### Requirement
Lines that contain the string "points" are the ones to list; copy all of them from the records.

(Records drawn from a dataset)
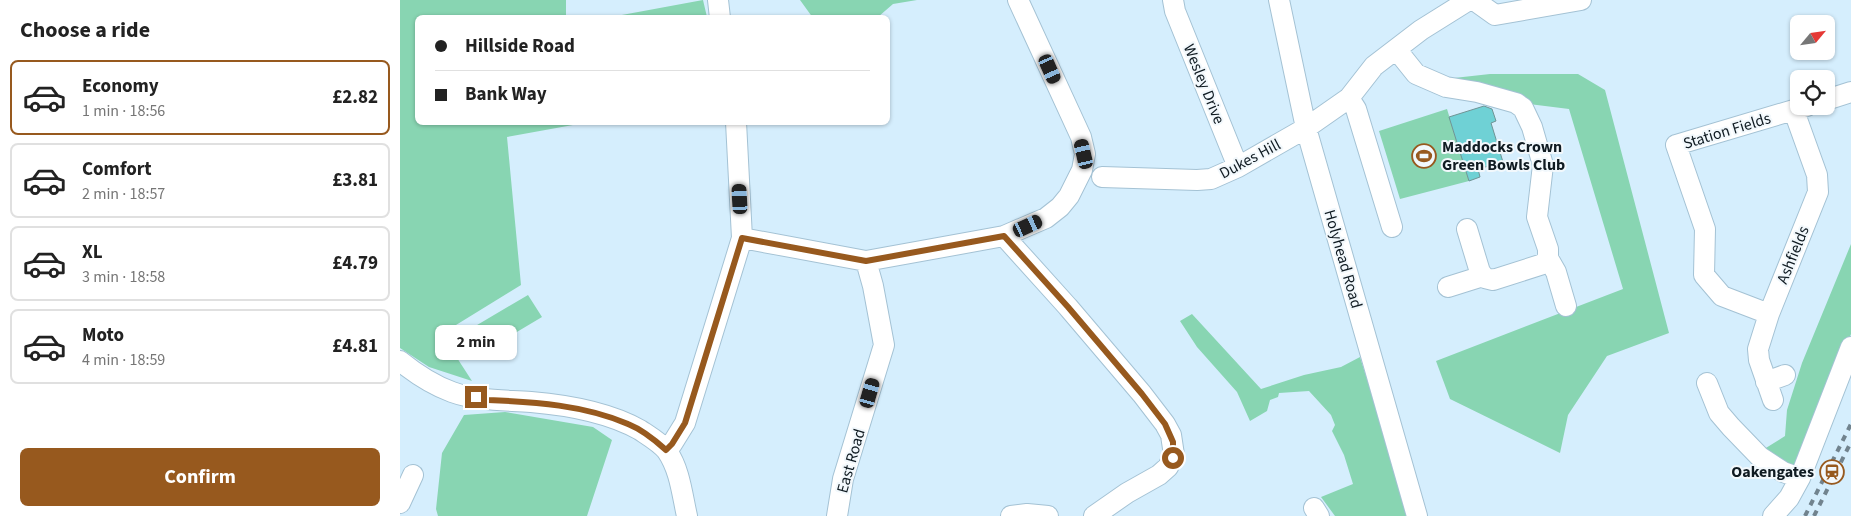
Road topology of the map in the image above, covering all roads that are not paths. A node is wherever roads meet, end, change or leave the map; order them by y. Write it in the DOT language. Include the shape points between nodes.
graph roads {
  1 [pos="718,0"];
  2 [pos="1018,0"];
  3 [pos="1174,0"];
  4 [pos="1279,0"];
  5 [pos="1469,0"];
  6 [pos="1474,0"];
  7 [pos="1581,0"];
  8 [pos="720,15"];
  9 [pos="1396,49"];
  10 [pos="1851,92"];
  11 [pos="1835,97"];
  12 [pos="1349,98"];
  13 [pos="1790,112"];
  14 [pos="1802,115"];
  15 [pos="736,125"];
  16 [pos="1306,128"];
  17 [pos="1238,168"];
  18 [pos="1102,177"];
  19 [pos="1392,227"];
  20 [pos="1467,230"];
  21 [pos="1004,236"];
  22 [pos="742,238"];
  23 [pos="1548,258"];
  24 [pos="866,261"];
  25 [pos="1483,276"];
  26 [pos="1448,287"];
  27 [pos="1566,306"];
  28 [pos="1769,314"];
  29 [pos="1851,347"];
  30 [pos="400,361"];
  31 [pos="1786,375"];
  32 [pos="1707,382"];
  33 [pos="666,450"];
  34 [pos="413,475"];
  35 [pos="1800,478"];
  36 [pos="400,503"];
  37 [pos="687,516"];
  38 [pos="837,516"];
  39 [pos="1011,516"];
  40 [pos="1048,516"];
  41 [pos="1094,516"];
  42 [pos="1417,516"];
  43 [pos="1773,516"];
  1 -- 8 [label="street"];
  2 -- 21 [label="street" via="1081,137 1084,154 1082,170 1070,196 1060,207 1046,218"];
  3 -- 17 [label="street, Wesley Drive" via="1175,11"];
  4 -- 16 [label="street, Holyhead Road"];
  5 -- 9 [label="street, Dukes Hill"];
  6 -- 7 [label="street" via="1495,15"];
  9 -- 12 [label="street, Dukes Hill" via="1374,66"];
  9 -- 23 [label="street" via="1416,74 1446,87 1477,92 1523,108 1532,127 1542,165 1537,217"];
  10 -- 11 [label="street"];
  12 -- 16 [label="street, Dukes Hill"];
  12 -- 19 [label="street" via="1356,109"];
  13 -- 28 [label="street, Station Fields" via="1676,145 1704,229 1704,275 1722,296"];
  14 -- 28 [label="street, Ashfields" via="1817,174 1818,192"];
  15 -- 22 [label="street"];
  16 -- 17 [label="street, Dukes Hill"];
  16 -- 42 [label="street, Holyhead Road"];
  17 -- 18 [label="street, Dukes Hill" via="1211,179 1197,180"];
  20 -- 25 [label="street"];
  21 -- 24 [label="street"];
  21 -- 41 [label="street" via="1142,394 1171,434 1174,455 1168,467"];
  22 -- 24 [label="street"];
  22 -- 33 [label="street" via="685,423"];
  23 -- 25 [label="street" via="1543,264 1493,280"];
  23 -- 27 [label="street" via="1556,272"];
  24 -- 38 [label="street, East Road" via="884,345 843,479"];
  25 -- 26 [label="street"];
  28 -- 31 [label="street, Ashfields" via="1758,349 1758,360 1769,391"];
  29 -- 35 [label="street"];
  30 -- 33 [label="street" via="422,378 452,392 488,400 559,405 629,424"];
  32 -- 35 [label="street" via="1719,413 1760,457 1783,472"];
  33 -- 37 [label="street" via="678,472"];
  34 -- 36 [label="street"];
  35 -- 43 [label="street" via="1789,498"];
  39 -- 40 [label="street"];
}
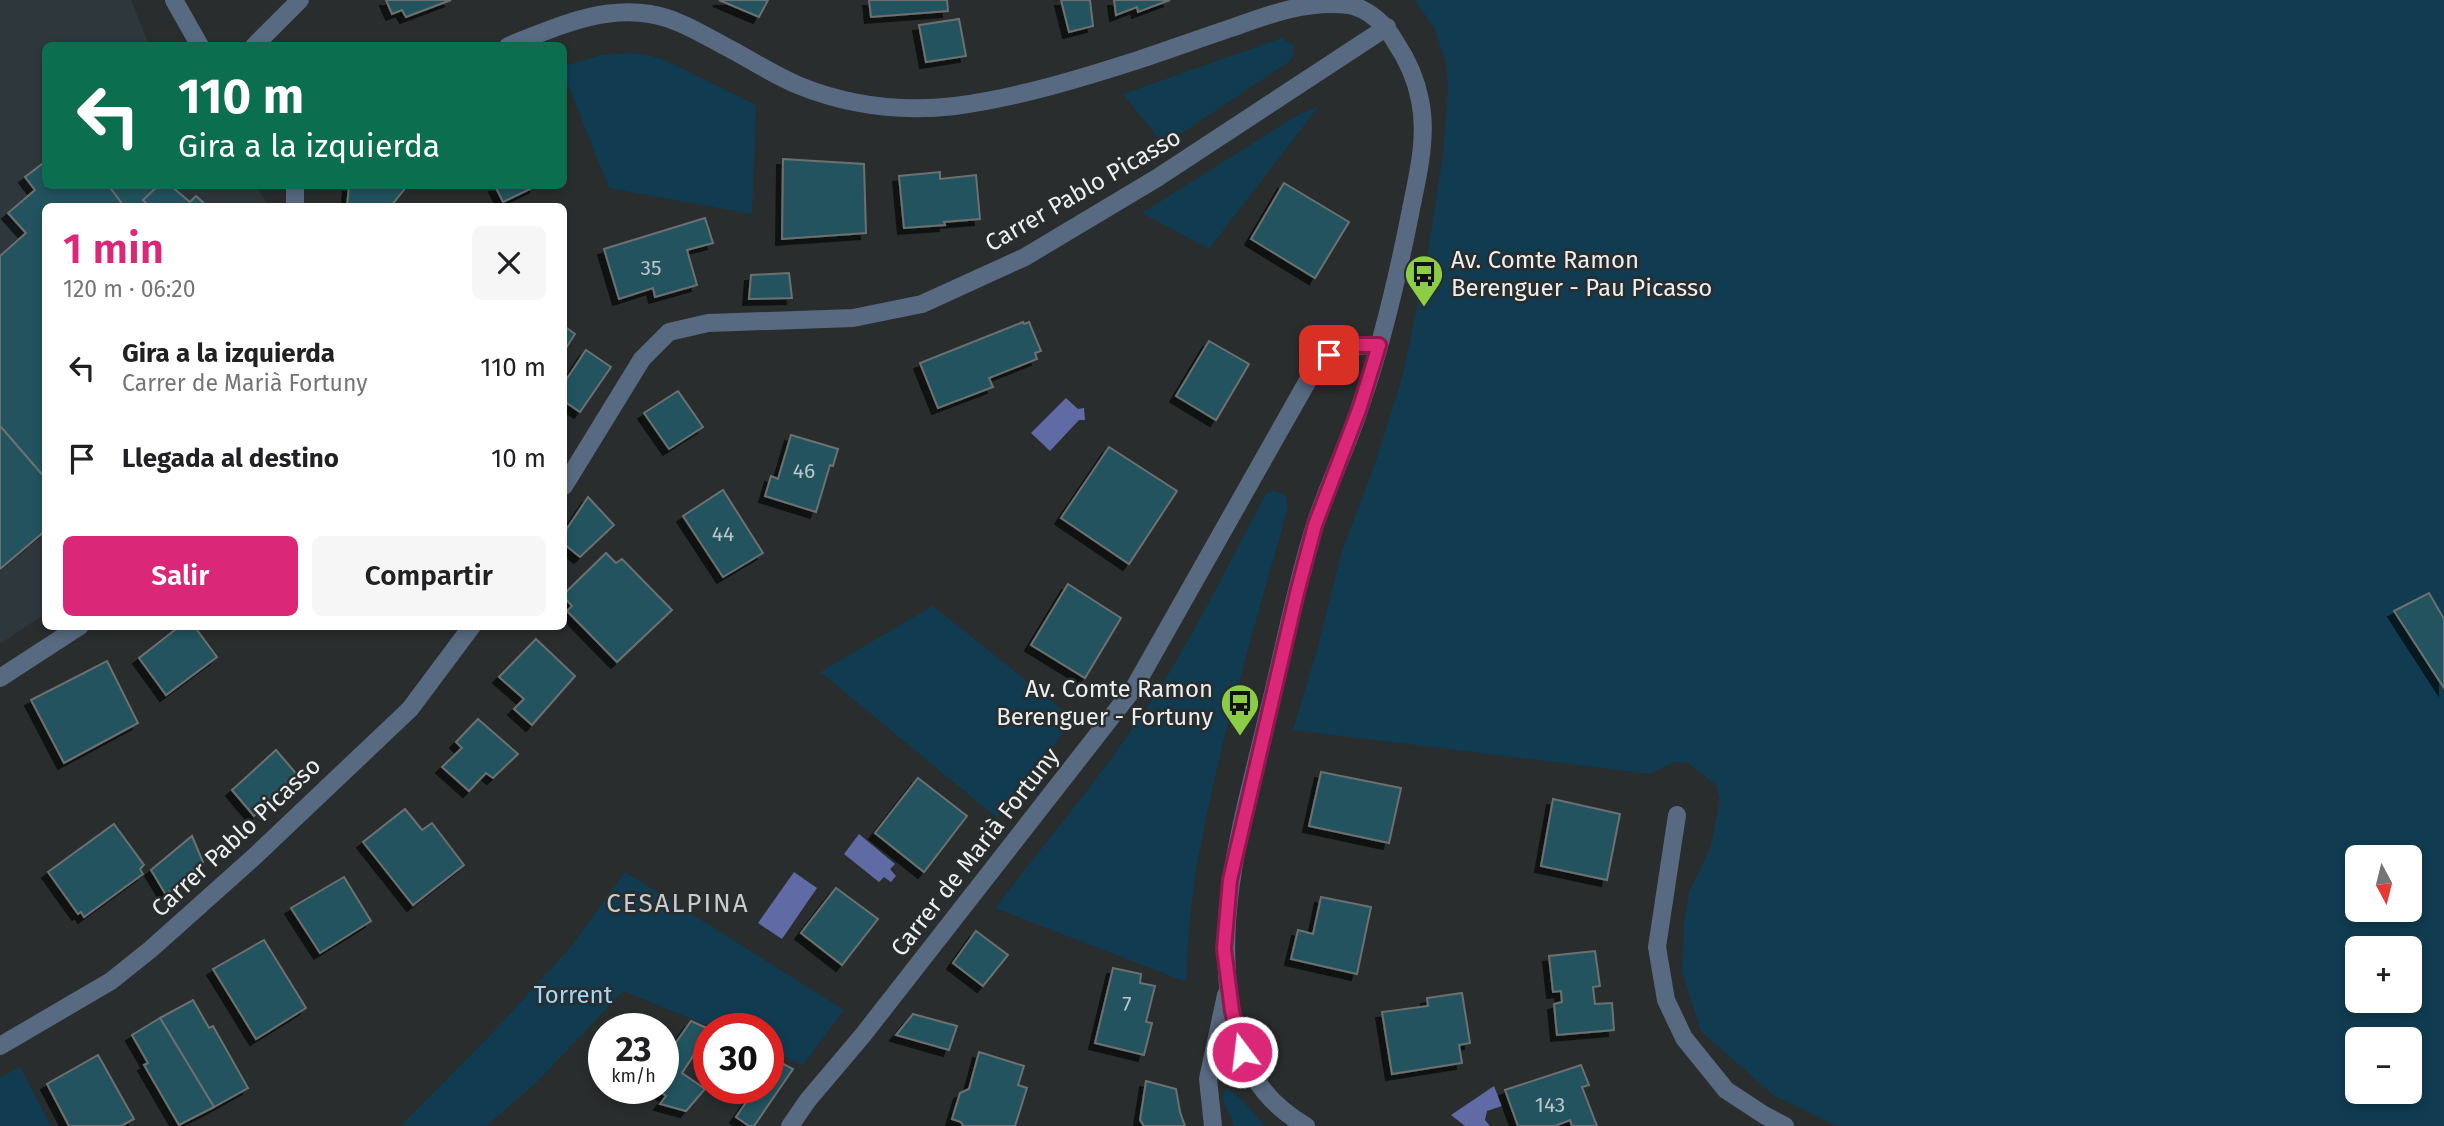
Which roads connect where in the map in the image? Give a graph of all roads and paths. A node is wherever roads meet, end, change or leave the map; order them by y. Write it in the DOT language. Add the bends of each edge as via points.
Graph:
graph roads {
  1 [pos="174,0"];
  2 [pos="300,0"];
  3 [pos="1387,27"];
  4 [pos="198,42"];
  5 [pos="258,42"];
  6 [pos="518,42"];
  7 [pos="1379,345"];
  8 [pos="567,481"];
  9 [pos="74,630"];
  10 [pos="469,630"];
  11 [pos="0,678"];
  12 [pos="1677,815"];
  13 [pos="1228,987"];
  14 [pos="0,1046"];
  15 [pos="790,1126"];
  16 [pos="1213,1126"];
  17 [pos="1306,1126"];
  18 [pos="1785,1126"];
  1 -- 4 [label="street"];
  2 -- 5 [label="street"];
  3 -- 6 [label="street" via="1354,5 1323,2 1293,6 1132,62 1009,96 922,109 884,108 799,86 677,21 651,14 594,16"];
  3 -- 7 [label="street" via="1413,72 1423,125 1410,215"];
  3 -- 8 [label="street, Carrer Pablo Picasso" via="1157,178 1025,257 922,304 853,318 708,323 669,332 642,359"];
  7 -- 13 [label="street" via="1315,525 1262,739 1230,880 1224,949"];
  7 -- 15 [label="street, Carrer de Marià Fortuny" via="1350,345 1315,368 1134,688"];
  9 -- 11 [label="street"];
  10 -- 14 [label="street, Carrer Pablo Picasso" via="410,709 151,949 111,981"];
  12 -- 18 [label="street" via="1657,947 1666,1000 1684,1038 1726,1090"];
  13 -- 16 [label="street" via="1208,1079"];
  13 -- 17 [label="street" via="1236,1035 1248,1069 1283,1113"];
}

### Written response
Road topology of the map in the image above, covering all roads that are not paths. A node is wherever roads meet, end, change or leave the map; order them by y. Write it in the DOT language. Include the shape points between nodes.
Which roads connect where in the map in the image? Give a graph of all roads and paths. A node is wherever roads meet, end, change or leave the map; order them by y. Write it in the DOT language. Add the bends of each edge as via points.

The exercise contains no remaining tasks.